Earth-Abundant Semiconductor Materials for Photovoltaics: Fundamental Insights and Future Opportunities (15/12/21)
Speaker and Affliation:
Dr. Sachin Rondiya
Department of Materials,
Imperial College London, Exhibition Road, London SW7 2AZ,
United Kingdom
When?
15th December, 2021 (Wednusday), 02:30 PM (India Standard Time)
Location
Abstract
The generation and storage of renewable energy are vital in order to meet the world’s growing energy demands and the development of emerging novel materials has become a significant feature in driving the needed technological evolution. Recently, the earth-abundant semiconductor materials (binary, ternary and quaternary) have drawn major interests as viable candidate to boost the energy conversion efficiency of solar cells. Effective commercialization of solar cells hinges on the low-cost scaled up synthesis approaches along with cost-effective device fabrication techniques. Earth-abundant semiconductor materials have shown a great potential for these synthesis methods and the thin-film technology with portable deposition techniques has proven to be the most cost-effective route for solar cell fabrication. These materials have attracted substantial attention due to their non-toxicity, low-cost potential, direct band gap commensurate with optical absorption in the visible range and high absorption coefficient (>104 cm-1). Thorough atomic-level insights about the fundamental properties of the interfaces and mechanisms underlying the interfacial phenomena are immensely desirable, which aids in the fabrication of high-quality and structurally ordered junctions for efficient photovoltaic applications.

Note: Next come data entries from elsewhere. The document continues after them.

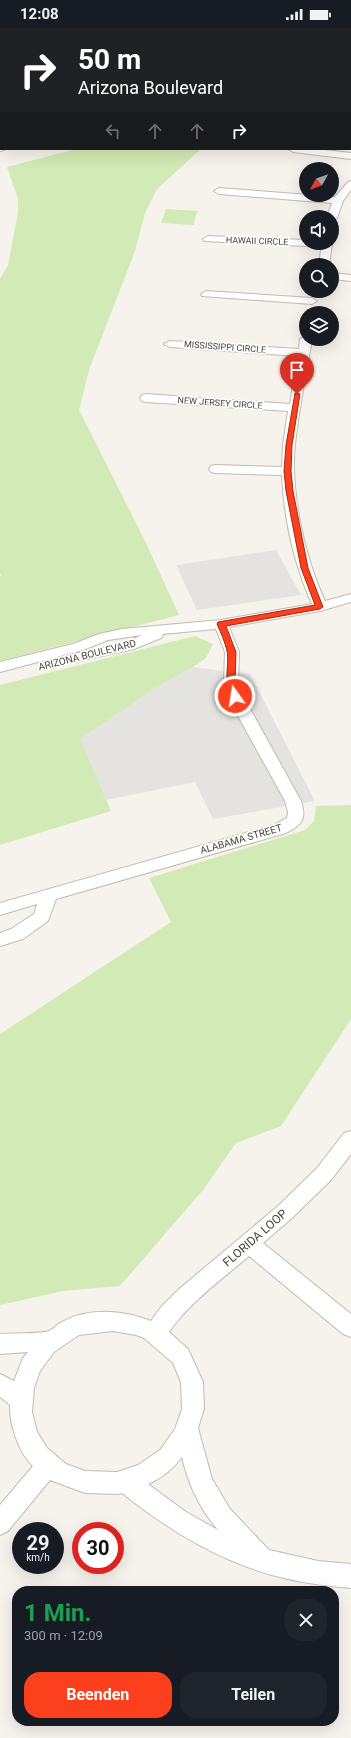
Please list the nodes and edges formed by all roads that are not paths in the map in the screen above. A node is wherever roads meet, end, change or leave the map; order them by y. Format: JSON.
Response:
{"nodes":[{"id":1,"x":301,"y":150,"type":"edge"},
{"id":2,"x":351,"y":156,"type":"edge"},
{"id":3,"x":351,"y":184,"type":"edge"},
{"id":4,"x":219,"y":191,"type":"dead end"},
{"id":5,"x":299,"y":197,"type":"edge"},
{"id":6,"x":339,"y":199,"type":"edge"},
{"id":7,"x":208,"y":239,"type":"dead end"},
{"id":8,"x":299,"y":243,"type":"edge"},
{"id":9,"x":339,"y":277,"type":"edge"},
{"id":10,"x":351,"y":278,"type":"edge"},
{"id":11,"x":206,"y":294,"type":"dead end"},
{"id":12,"x":299,"y":296,"type":"edge"},
{"id":13,"x":170,"y":344,"type":"dead end"},
{"id":14,"x":305,"y":346,"type":"edge"},
{"id":15,"x":304,"y":353,"type":"junction"},
{"id":16,"x":146,"y":398,"type":"dead end"},
{"id":17,"x":295,"y":408,"type":"junction"},
{"id":18,"x":215,"y":469,"type":"dead end"},
{"id":19,"x":288,"y":471,"type":"junction"},
{"id":20,"x":351,"y":598,"type":"edge"},
{"id":21,"x":320,"y":607,"type":"junction"},
{"id":22,"x":221,"y":624,"type":"junction"},
{"id":23,"x":173,"y":629,"type":"junction"},
{"id":24,"x":0,"y":667,"type":"edge"},
{"id":25,"x":0,"y":677,"type":"edge"},
{"id":26,"x":49,"y":895,"type":"junction"},
{"id":27,"x":0,"y":909,"type":"edge"},
{"id":28,"x":0,"y":940,"type":"edge"},
{"id":29,"x":351,"y":1139,"type":"edge"},
{"id":30,"x":249,"y":1244,"type":"junction"},
{"id":31,"x":351,"y":1327,"type":"edge"},
{"id":32,"x":155,"y":1333,"type":"junction"},
{"id":33,"x":50,"y":1341,"type":"junction"},
{"id":34,"x":0,"y":1344,"type":"edge"},
{"id":35,"x":0,"y":1384,"type":"edge"},
{"id":36,"x":19,"y":1398,"type":"junction"},
{"id":37,"x":188,"y":1431,"type":"junction"},
{"id":38,"x":48,"y":1465,"type":"junction"},
{"id":39,"x":126,"y":1482,"type":"junction"},
{"id":40,"x":0,"y":1523,"type":"edge"},
{"id":41,"x":266,"y":1563,"type":"junction"},
{"id":42,"x":351,"y":1576,"type":"edge"}],
"edges":[{"from":1,"to":2,"type":"street"},
{"from":3,"to":6,"type":"street"},
{"from":4,"to":5,"type":"street"},
{"from":7,"to":8,"type":"street","name":"HAWAII CIRCLE"},
{"from":9,"to":10,"type":"street"},
{"from":11,"to":12,"type":"street"},
{"from":13,"to":15,"type":"street","name":"MISSISSIPPI CIRCLE"},
{"from":14,"to":15,"type":"street"},
{"from":15,"to":17,"type":"street"},
{"from":16,"to":17,"type":"street","name":"NEW JERSEY CIRCLE"},
{"from":17,"to":19,"type":"street"},
{"from":18,"to":19,"type":"street"},
{"from":19,"to":21,"type":"street"},
{"from":20,"to":21,"type":"street","name":"ARIZONA BOULEVARD"},
{"from":21,"to":22,"type":"street","name":"ARIZONA BOULEVARD"},
{"from":22,"to":23,"type":"street","name":"ARIZONA BOULEVARD"},
{"from":22,"to":26,"type":"street","name":"ALABAMA STREET"},
{"from":23,"to":24,"type":"street","name":"ARIZONA BOULEVARD"},
{"from":23,"to":25,"type":"street","name":"ARIZONA BOULEVARD"},
{"from":26,"to":27,"type":"street","name":"ALABAMA STREET"},
{"from":26,"to":28,"type":"street"},
{"from":29,"to":30,"type":"street","name":"FLORIDA LOOP"},
{"from":30,"to":31,"type":"street"},
{"from":30,"to":32,"type":"street","name":"FLORIDA LOOP"},
{"from":32,"to":33,"type":"street"},
{"from":32,"to":37,"type":"street"},
{"from":33,"to":34,"type":"street"},
{"from":33,"to":36,"type":"street"},
{"from":35,"to":36,"type":"street"},
{"from":36,"to":38,"type":"street"},
{"from":37,"to":39,"type":"street"},
{"from":37,"to":41,"type":"street"},
{"from":38,"to":39,"type":"street"},
{"from":38,"to":40,"type":"street"},
{"from":39,"to":41,"type":"street"},
{"from":41,"to":42,"type":"street"}]}
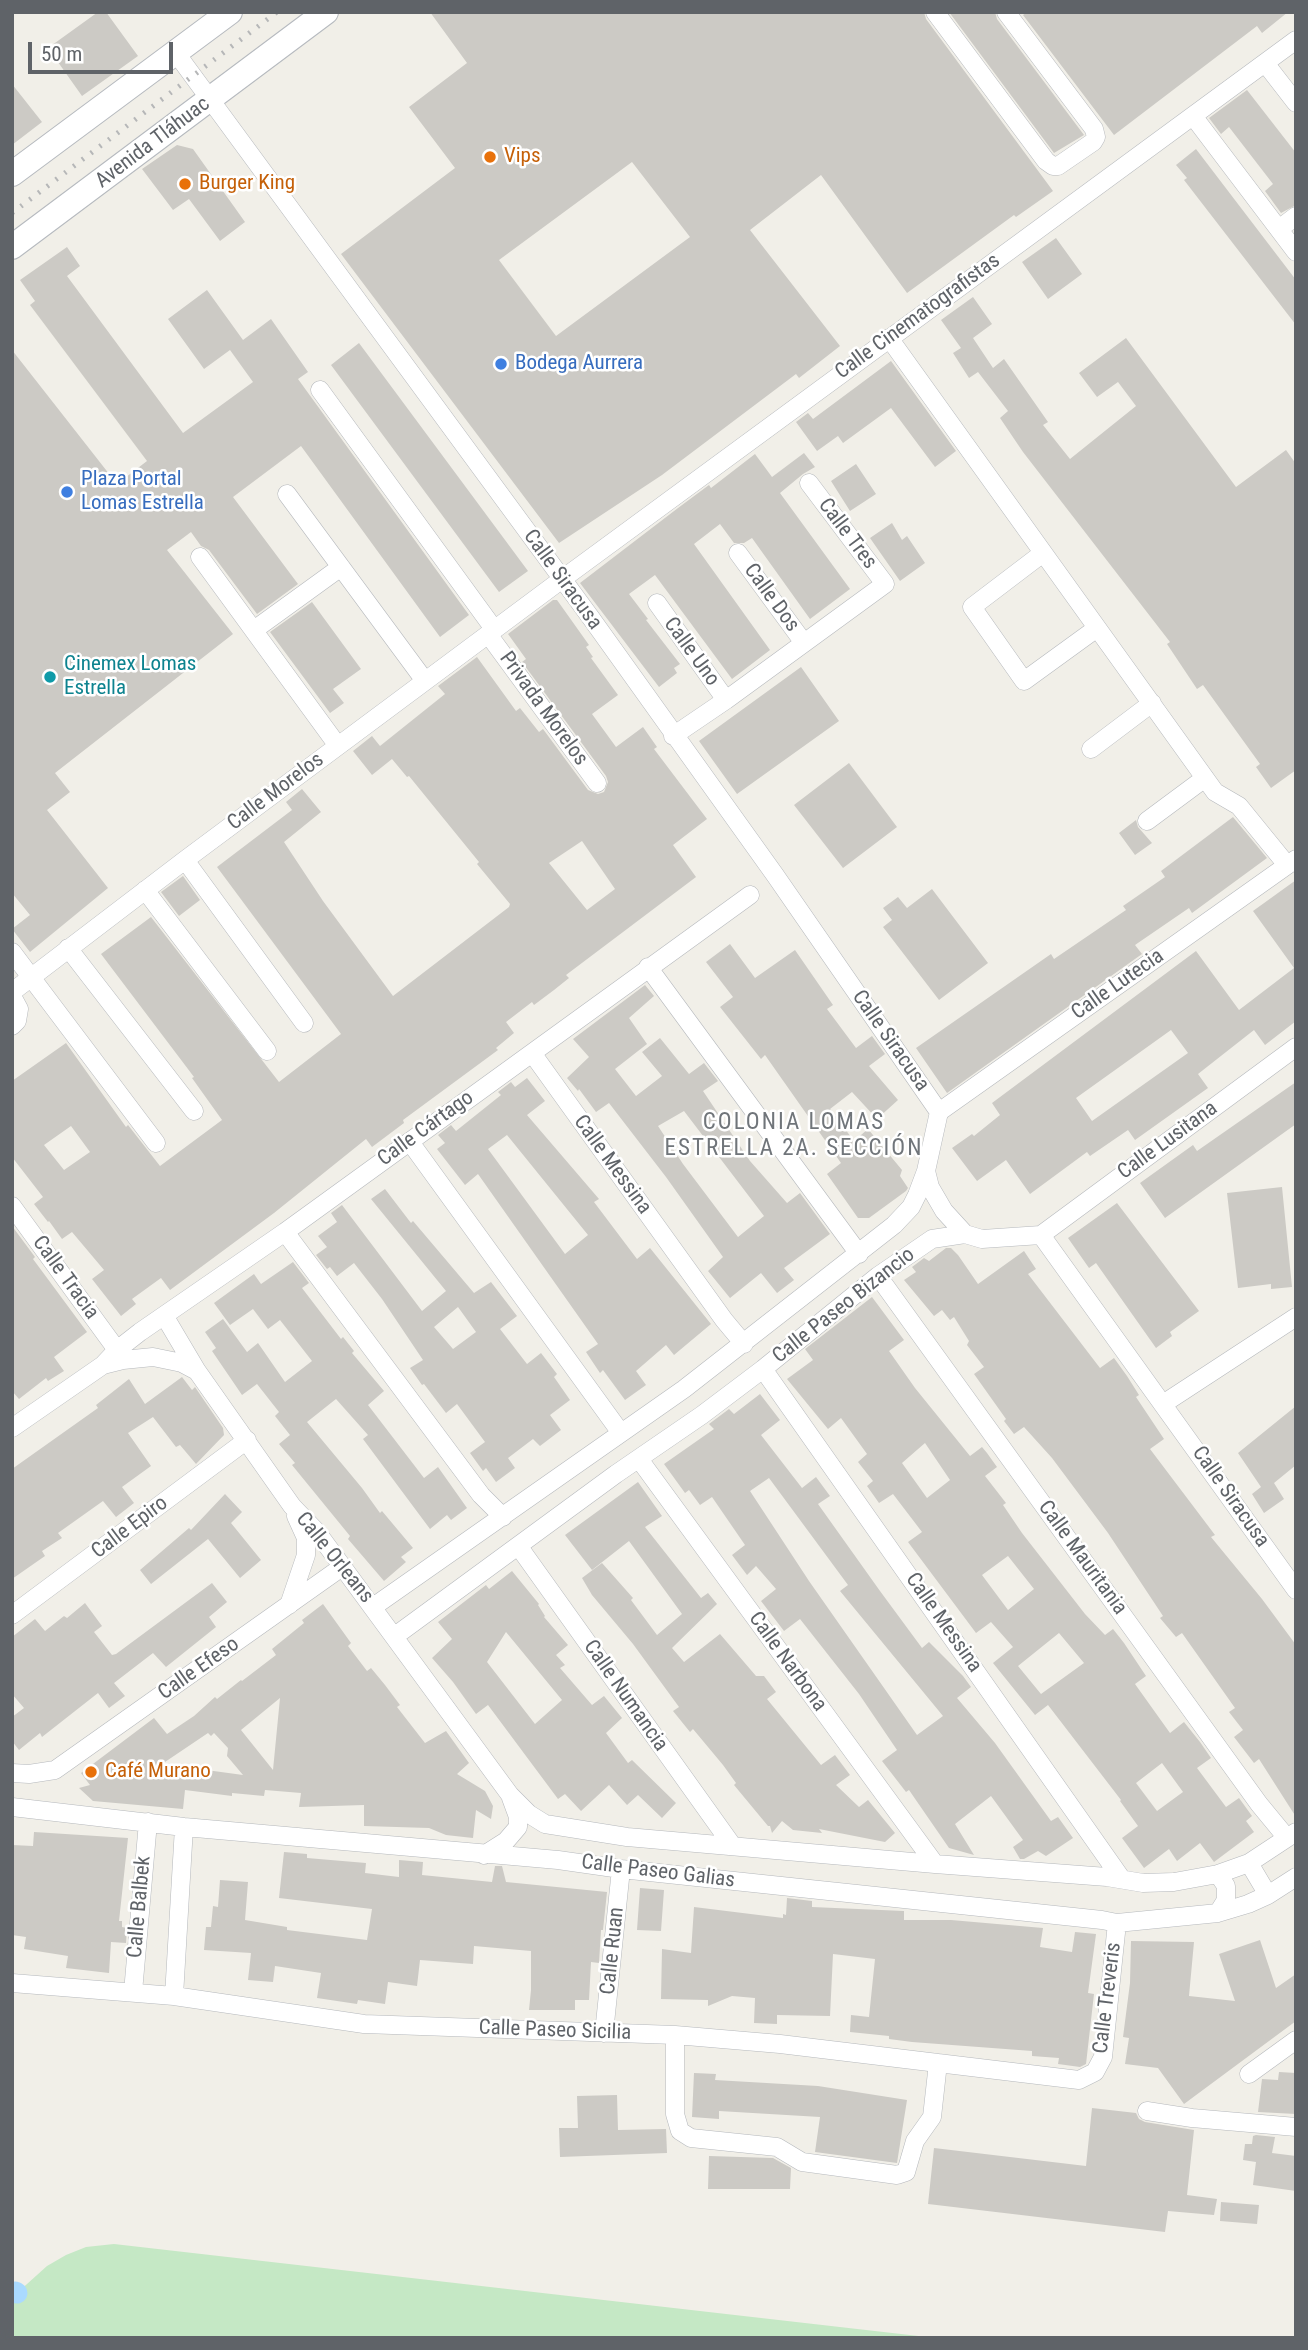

The understanding about the band alignment and the related properties at the interfaces is of paramount importance as it directly affects the device performance. Several of our recent studies focused on band alignment engineering for a clear understanding of the concurrent carrier transport mechanism at heterointerface. The facile synthesis, cost-effective deposition, and fundamental insights about the band-alignment provide a promising approach for fabrication of next-generation solar cells with earth-abundant light-absorbing materials.